A little shy of a year since its failed merger with Lockheed Martin, Aerojet Rocketdyne is being courted by a new suitor, L3Harris Technologies, which agreed to acquire the firm in a $4.7 billion deal.
In February of this year, Lockheed terminated its $4.4 billion acquisition of Aerojet Rocketdyne following a Federal Trade Commission (FTC) lawsuit that sought a preliminary injunction to block the acquisition on antitrust grounds. The FTC argued, “If consummated, this deal would give Lockheed the ability to cut off other defense contractors from the critical components they need to build competing missiles.”
Pushback from competitors also fueled the deal’s ultimate demise. In its suit, the FTC alleged that acquisition would give Lockheed control over the propulsion systems used by rivals such as Boeing, Northrop Grumman, and Raytheon Technologies, which would stifle competition and innovation.
Originally, in December 2020, Lockheed Martin agreed to acquire Aerojet Rocketdyne Holdings as part of an effort to consolidate its supply chain. Aerojet Rocketdyne’s propulsion systems are already a key component of Lockheed Martin’s supply chain and several advanced systems across its Aeronautics, Missiles, and Fire Control and Space business areas.

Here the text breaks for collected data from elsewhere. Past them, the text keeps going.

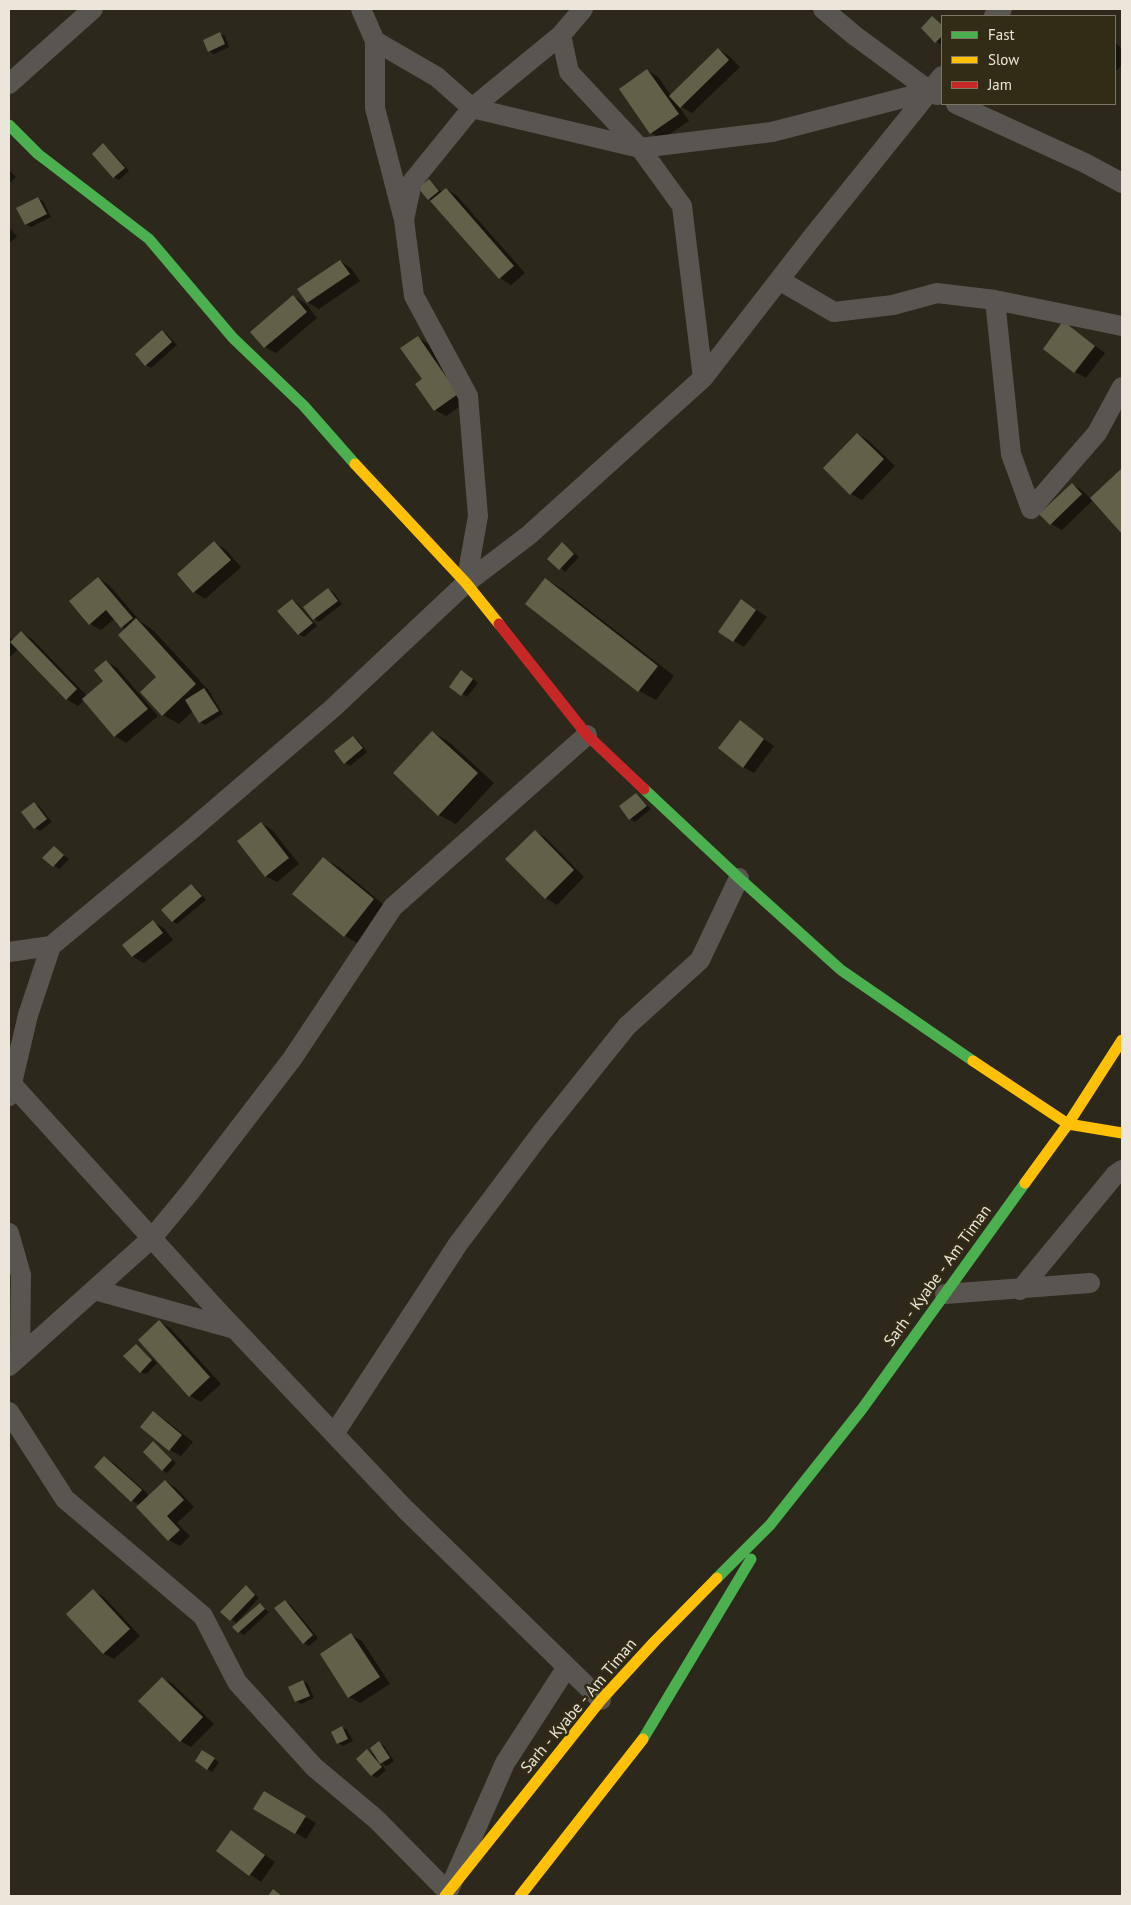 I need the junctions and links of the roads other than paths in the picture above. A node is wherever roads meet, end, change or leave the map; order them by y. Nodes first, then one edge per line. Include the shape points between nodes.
1 (93, 9) edge
2 (361, 9) edge
3 (583, 9) edge
4 (823, 9) edge
5 (561, 35) junction
6 (375, 41) junction
7 (941, 79) edge
8 (9, 84) edge
9 (936, 94) edge
10 (958, 105) edge
11 (472, 108) junction
12 (9, 125) edge
13 (640, 148) junction
14 (1122, 183) edge
15 (404, 220) junction
16 (779, 280) junction
17 (996, 300) junction
18 (1122, 326) edge
19 (703, 378) junction
20 (1122, 387) edge
21 (466, 583) junction
22 (587, 735) junction
23 (739, 878) junction
24 (51, 946) junction
25 (9, 952) edge
26 (1122, 1040) edge
27 (10, 1087) edge
28 (1068, 1124) junction
29 (1122, 1133) edge
30 (1122, 1170) edge
31 (9, 1233) edge
32 (152, 1238) junction
33 (1090, 1283) dead end
34 (95, 1290) junction
35 (1020, 1290) junction
36 (945, 1294) junction
37 (9, 1327) edge
38 (235, 1329) junction
39 (14, 1361) edge
40 (9, 1412) edge
41 (334, 1434) junction
42 (770, 1525) junction
43 (567, 1667) junction
44 (601, 1700) junction
45 (447, 1894) edge
46 (520, 1896) edge

1 - 8 street
2 - 6 street
3 - 5 street
4 - 9 street
5 - 11 street
5 - 13 street via 569,72
6 - 11 street via 437,77
6 - 15 street via 375,108
7 - 9 street
9 - 13 street via 772,132
9 - 16 street
10 - 14 street
11 - 13 street
11 - 15 street via 412,182
12 - 21 main road via 38,154 148,239 234,338 304,406
13 - 19 street via 682,206
15 - 21 street via 414,296 468,396 478,516
16 - 17 street via 834,312 893,305 937,293
16 - 19 street
17 - 18 street
17 - 20 street via 1011,454 1031,509 1097,433
19 - 21 street via 529,535
21 - 22 main road
21 - 24 street via 333,708
22 - 23 main road
22 - 32 street via 393,906 292,1059
23 - 28 main road via 841,970
23 - 41 street via 700,960 627,1026 542,1132 458,1244
24 - 25 street
24 - 27 street via 28,1016
26 - 28 main road, Sarh - Kyabe - Am Timan
27 - 32 street
28 - 29 main road
28 - 36 main road, Sarh - Kyabe - Am Timan
30 - 35 street
31 - 39 street via 21,1275
32 - 34 street
32 - 38 street
33 - 35 street
34 - 38 street
34 - 39 street
35 - 36 street
36 - 42 main road, Sarh - Kyabe - Am Timan via 862,1409
37 - 39 street
38 - 41 street
40 - 45 street via 65,1499 203,1616 237,1682 314,1767 376,1819
41 - 43 street via 405,1509
42 - 44 main road, Sarh - Kyabe - Am Timan
42 - 46 main road, Sarh - Kyabe - Am Timan via 644,1738
43 - 44 street
43 - 45 street via 505,1762
44 - 45 main road, Sarh - Kyabe - Am Timan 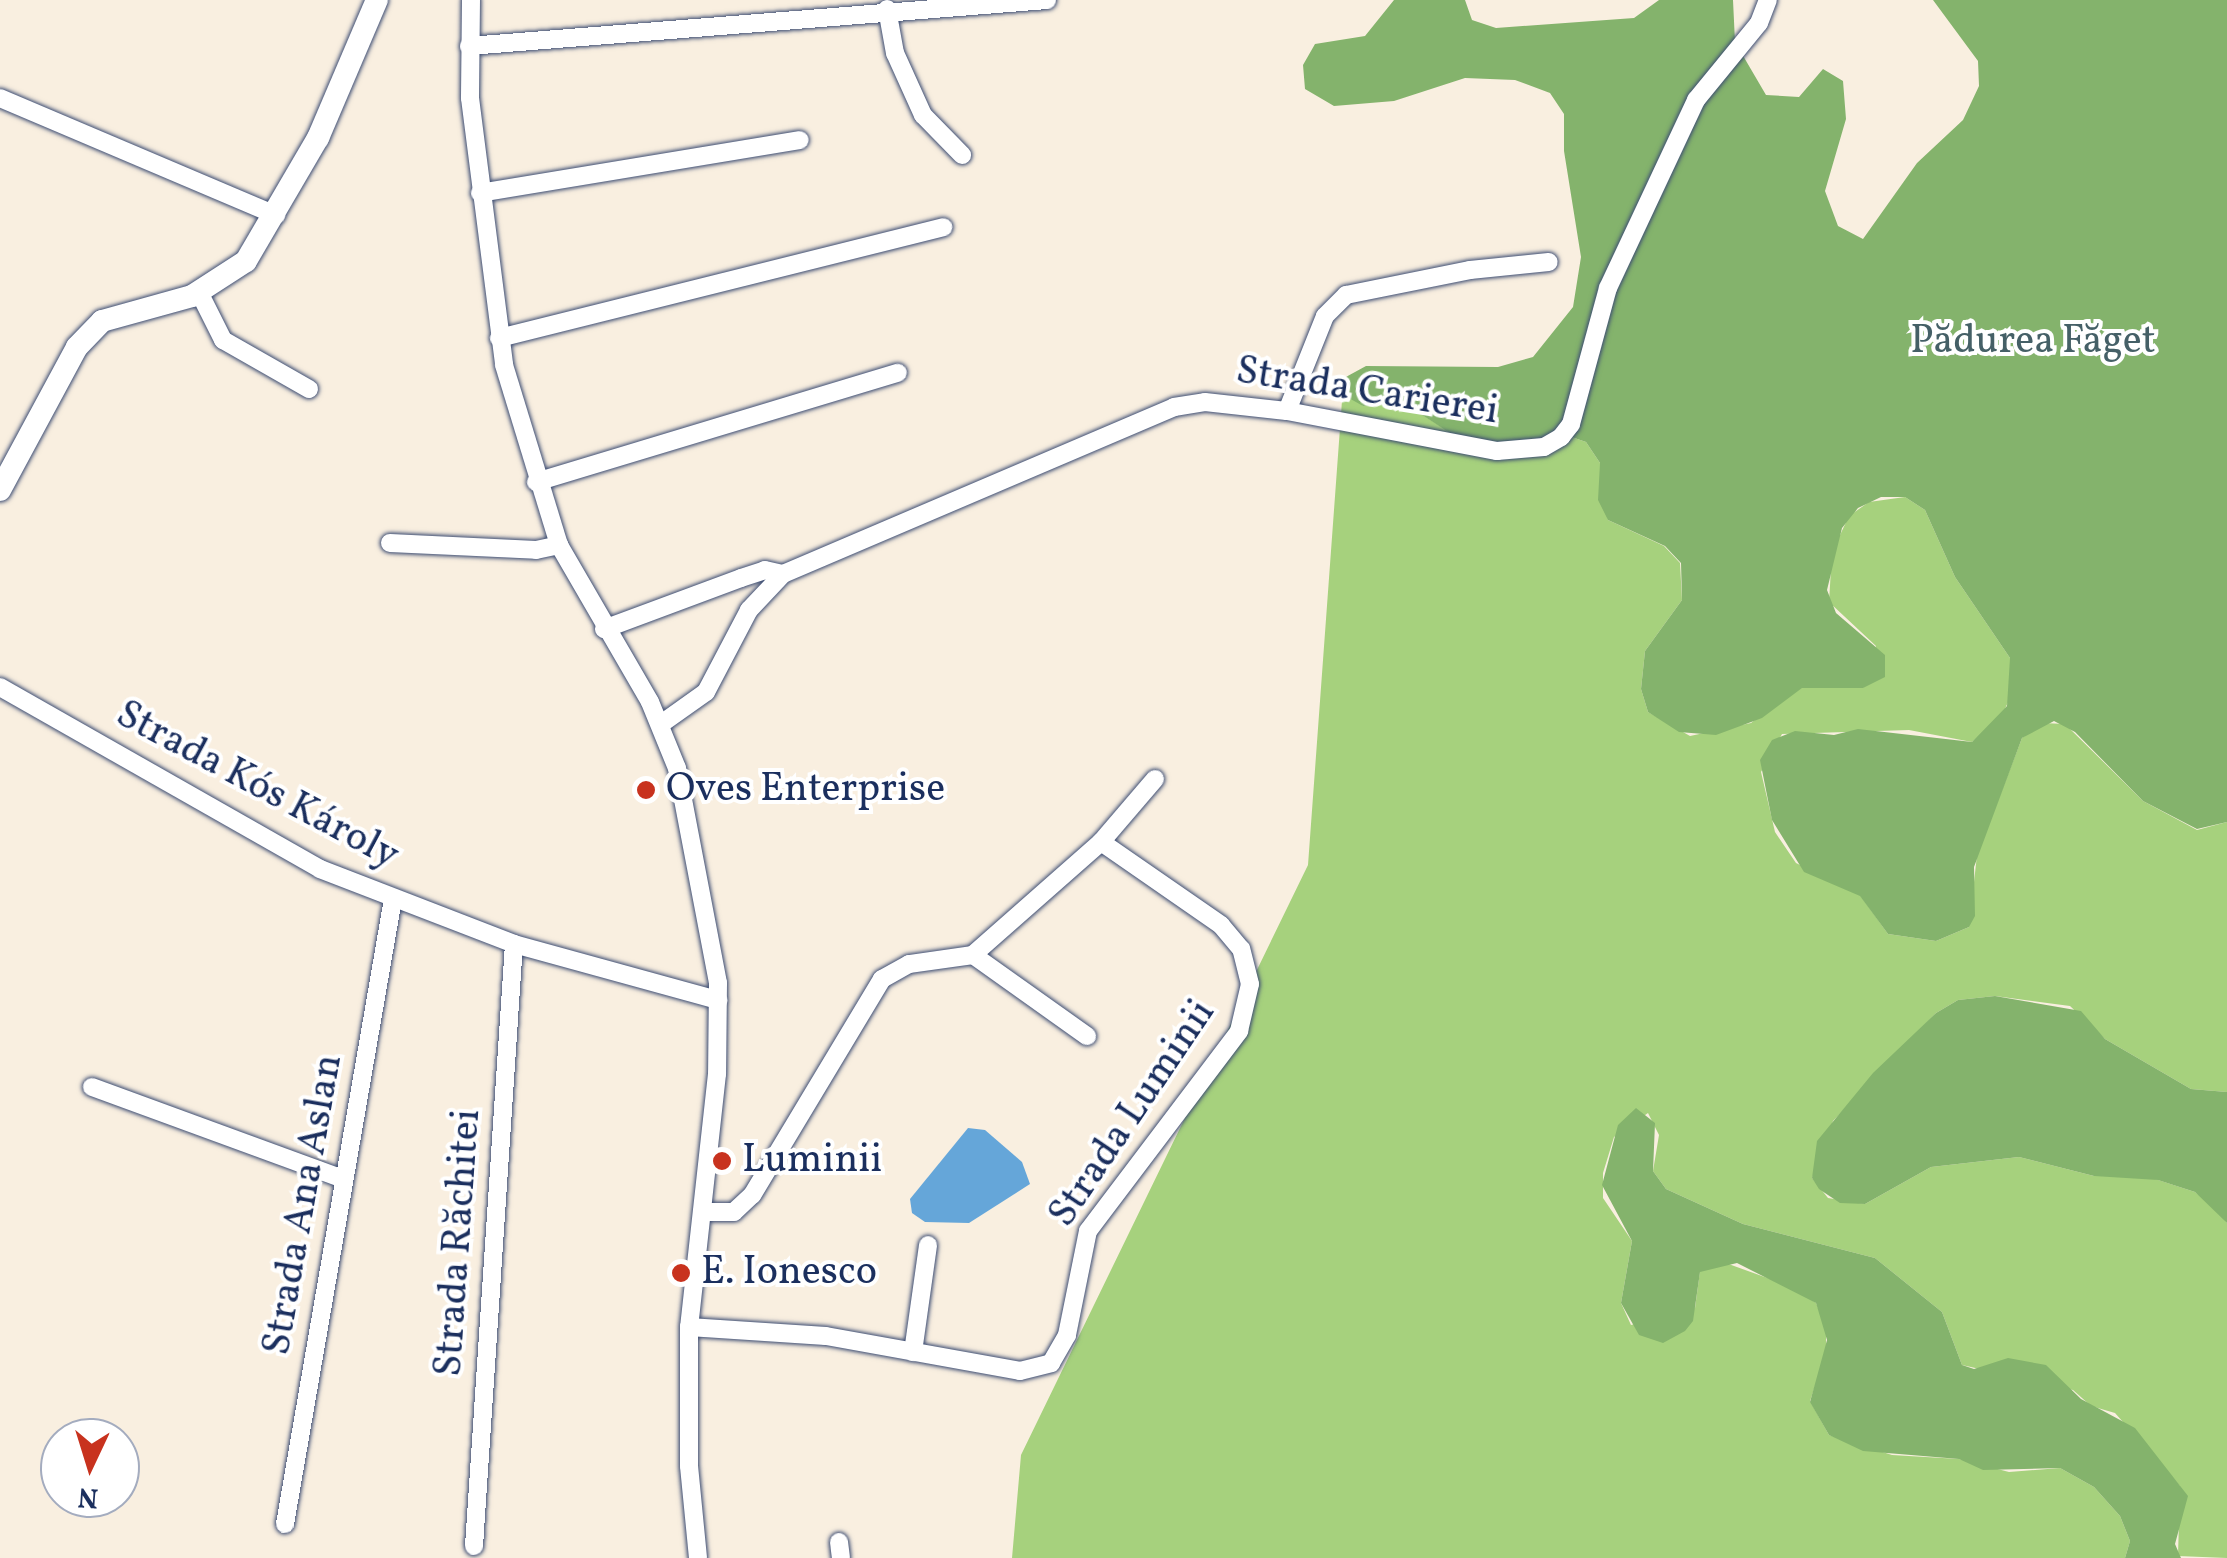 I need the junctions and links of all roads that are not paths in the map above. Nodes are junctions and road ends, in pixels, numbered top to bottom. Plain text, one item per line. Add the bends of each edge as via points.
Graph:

The L3Harris acquisition would not face those vertical integration concerns, making the deal much more palatable to government regulators. The company said that the “acquisition will ensure the defense industrial base and our customers will have a strengthened merchant supplier to effectively address both current and emerging threats – and promote scientific discovery and innovation – through targeted investment in advanced missile technologies, hypersonics and more.” Simply put , the deal further diversifies L3Harris into the markets for civil space, strategic defense systems, and precision munitions.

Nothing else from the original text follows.